In some ways it was harder to go home to Detroit this time. Maybe because I stayed away longer? Or maybe it is a timing thing. Where I am in my life and whatnot. There were so many good times back then, and now they are coming less frequently. Totally my own fault for being such a hermit lately.

But it did give me some ideas. Just have to sift through to find one that isn't fool's gold.

Thursday, December 20, 2007

focus

You know, over the past few months I have asked multitudes of people the same question.

"What is the perfect job for me?"

Let me tell you, I have had some interesting answers. All of them insightful. In one way or another.

You know what? It was the wrong question. What I really need to know is:

"Who do I want to be?"

My current job requires me to play a role. Which obviously I don't mind enough to quit...but I recognize is an act enough to make me long for a place to be myself.

So now I have to figure out how I want to live. And the job will follow.

Wednesday, December 19, 2007

the fun just keeps comin'

Okay, I totally could not resist. I'm doing it again.

New Year's Eve. My place. If you didn't get the evite don't be shy. Give a shout.

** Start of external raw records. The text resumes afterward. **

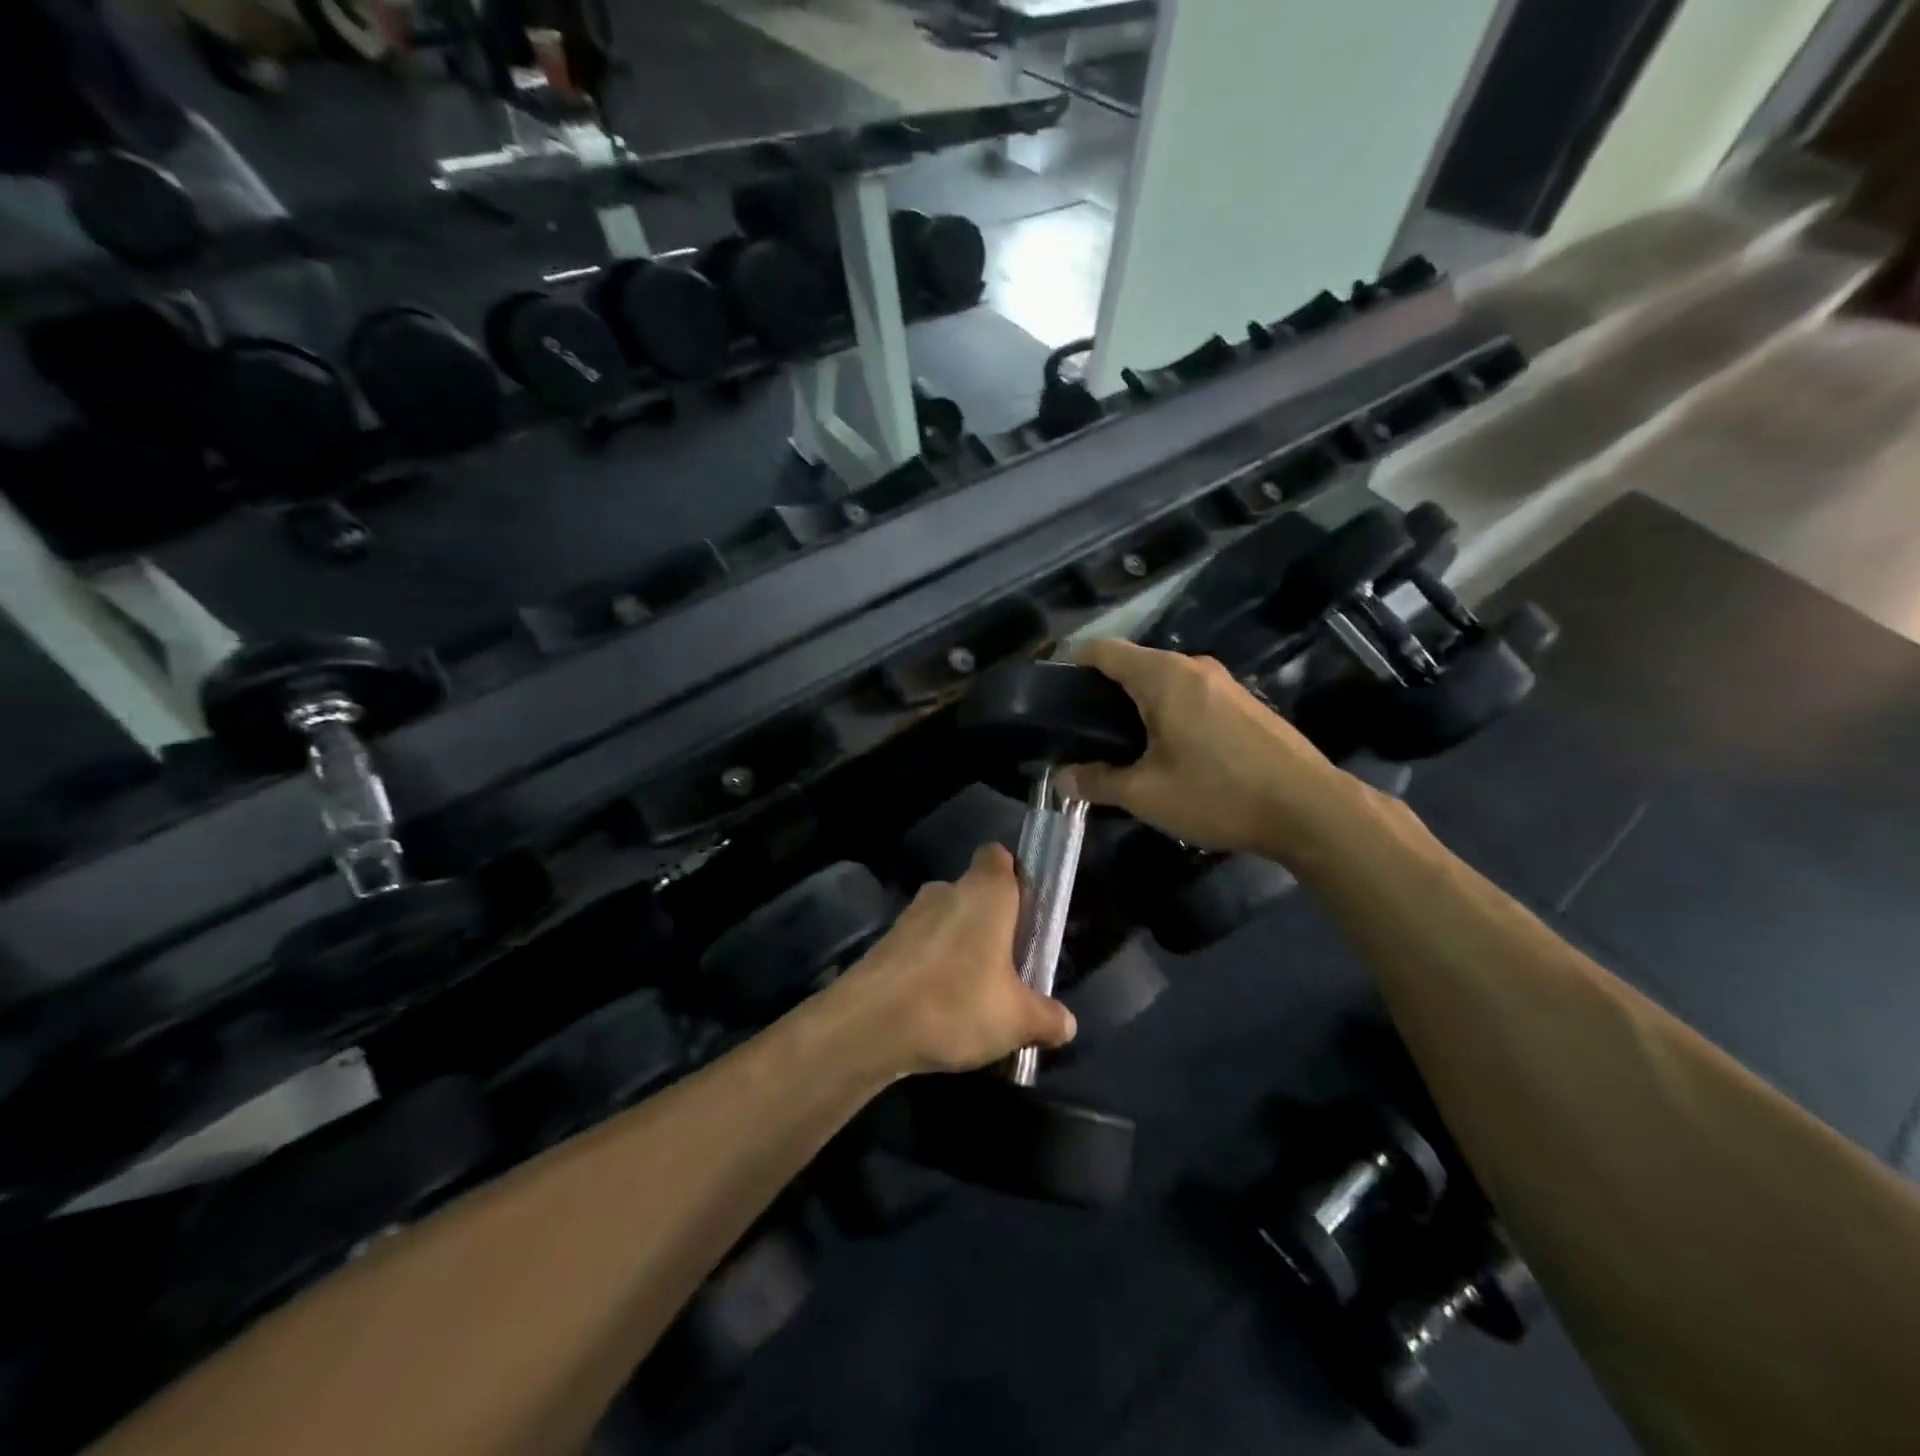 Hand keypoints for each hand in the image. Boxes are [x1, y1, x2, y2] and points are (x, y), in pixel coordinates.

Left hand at [835, 846, 1075, 1076]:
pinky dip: (932, 967)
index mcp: (986, 892)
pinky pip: (921, 946)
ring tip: (973, 995)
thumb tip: (1066, 1024)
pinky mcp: (885, 943)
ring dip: (959, 947)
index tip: (1026, 913)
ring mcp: (910, 915)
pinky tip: (938, 1008)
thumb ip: (1046, 1017)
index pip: (998, 856)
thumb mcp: (1016, 1020)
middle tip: (1008, 966)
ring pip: (946, 921)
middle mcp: (946, 890)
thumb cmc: (956, 1003)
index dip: (1014, 877)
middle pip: (975, 893)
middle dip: (991, 923)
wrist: (868, 1026)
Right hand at [1062, 639, 1358, 863]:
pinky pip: (1191, 695)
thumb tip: (1062, 779)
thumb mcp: (1146, 795)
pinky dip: (1169, 712)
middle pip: (1134, 664)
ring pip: (1164, 681)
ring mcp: (1224, 682)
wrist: (1309, 808)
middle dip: (1104, 692)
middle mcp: (1193, 666)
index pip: (1103, 650)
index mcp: (1163, 677)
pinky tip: (1169, 751)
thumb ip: (1098, 782)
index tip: (1055, 696)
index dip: (1072, 665)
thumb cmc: (1218, 793)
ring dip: (1138, 705)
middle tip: (1084, 733)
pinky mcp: (1244, 702)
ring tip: (1122, 747) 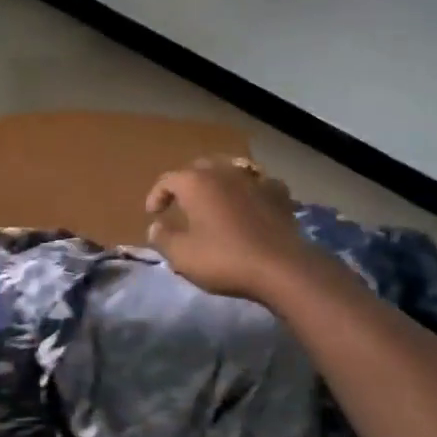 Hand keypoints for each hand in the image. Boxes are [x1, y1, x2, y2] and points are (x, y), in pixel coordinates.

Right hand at [145, 159, 320, 302]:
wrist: (282, 268)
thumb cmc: (224, 259)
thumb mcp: (182, 255)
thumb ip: (162, 238)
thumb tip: (155, 226)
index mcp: (196, 183)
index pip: (167, 180)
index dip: (157, 195)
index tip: (153, 214)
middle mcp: (223, 172)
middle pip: (199, 169)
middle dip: (186, 183)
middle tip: (181, 203)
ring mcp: (254, 180)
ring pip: (230, 171)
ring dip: (218, 183)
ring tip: (215, 199)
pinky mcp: (278, 194)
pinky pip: (258, 184)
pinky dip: (249, 190)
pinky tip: (250, 202)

Hell's bells, if you are here from out of town you better damn call. It will be that fun. And that easy. Not that I'm easy, I'm just friendly and prone to giving affection...

Ooops. tangent there. What I mean to say is this:

Where else would you really like to be to ring in the new year?? Where do you know you will have a good time?

Really.

C'mon.

Yep.

Awwwwww yeaaaaaaaahhhhhhhhh.

Monday, December 17, 2007

withholding

So I was thinking forward a week from now when the parental interrogation is to take place. You know - how the job is, what exciting is going on with the glamorous NYC life, if I am seeing anyone...

This made me grin, because now when I say, "I date on occasion…it happens!" I can even say "Just this past week I went out to dinner with hurry date guy"

Then of course they say "hurry date guy who?"

Oh crap. Dude, I so don't know this guy's last name! Not all that surprising, the whole speed-dating thing doesn't get much past what you do and where you live. Remembering more is a challenge. And to be honest even when I meet a guy at a bar I am lucky if I remember his first name at all when the night is over.

But it brings up another question - when do you give and receive last names? Hell, I haven't even given this guy my email address yet, we are communicating through the dating site still.

Honestly, I'm a little hesitant to give my proper name as of yet. What if this guy is a loony? Specifically not in a good way? But on the other hand, if you are going out on a date shouldn't you know more about them in CASE they are unstable and your friends need to track down them should something go awry?

Guess either way you could lose. It comes down to trust. Or luck. You choose.

In the meantime - if I'm still enjoying myself by desert I think I'll do the information exchange. Because that will clear the way for me to over theorize about the whole third date thing.

Lordy. It just keeps on keeping on.

Sunday, December 16, 2007

back in the saddle

Dating just confuses me. It just doesn't make sense. You basically schedule a set of interviews to see if you want to fall in love.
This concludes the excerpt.